* **RECORDED INFORMATION**

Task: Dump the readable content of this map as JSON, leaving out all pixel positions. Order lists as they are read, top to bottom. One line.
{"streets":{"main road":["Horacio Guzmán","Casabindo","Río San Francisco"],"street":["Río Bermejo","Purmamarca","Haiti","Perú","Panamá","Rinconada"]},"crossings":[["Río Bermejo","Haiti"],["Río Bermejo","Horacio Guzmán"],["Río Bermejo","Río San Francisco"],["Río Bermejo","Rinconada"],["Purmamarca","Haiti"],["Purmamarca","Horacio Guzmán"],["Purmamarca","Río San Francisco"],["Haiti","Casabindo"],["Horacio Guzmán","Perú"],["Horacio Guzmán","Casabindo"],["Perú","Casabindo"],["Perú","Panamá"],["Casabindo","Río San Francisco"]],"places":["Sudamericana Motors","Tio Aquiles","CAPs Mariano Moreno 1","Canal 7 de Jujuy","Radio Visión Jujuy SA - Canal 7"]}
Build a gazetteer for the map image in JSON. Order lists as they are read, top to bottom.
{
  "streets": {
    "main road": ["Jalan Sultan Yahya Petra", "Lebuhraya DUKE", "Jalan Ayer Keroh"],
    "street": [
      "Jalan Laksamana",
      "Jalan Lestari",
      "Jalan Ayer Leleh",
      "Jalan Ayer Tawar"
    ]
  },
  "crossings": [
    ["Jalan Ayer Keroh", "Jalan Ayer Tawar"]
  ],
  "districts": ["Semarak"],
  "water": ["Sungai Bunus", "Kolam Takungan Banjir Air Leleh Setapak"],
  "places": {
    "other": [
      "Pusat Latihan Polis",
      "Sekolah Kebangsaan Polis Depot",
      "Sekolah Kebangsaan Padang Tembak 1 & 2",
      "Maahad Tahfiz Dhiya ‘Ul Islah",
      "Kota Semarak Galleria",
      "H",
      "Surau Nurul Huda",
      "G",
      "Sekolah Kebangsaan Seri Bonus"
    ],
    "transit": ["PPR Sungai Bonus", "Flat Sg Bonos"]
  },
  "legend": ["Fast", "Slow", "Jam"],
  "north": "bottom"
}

* **TASK REQUIREMENTS**
Tally every line in these entries where the string "Polis" occurs. The tally alone is the answer.

* **TASK RESULT**
2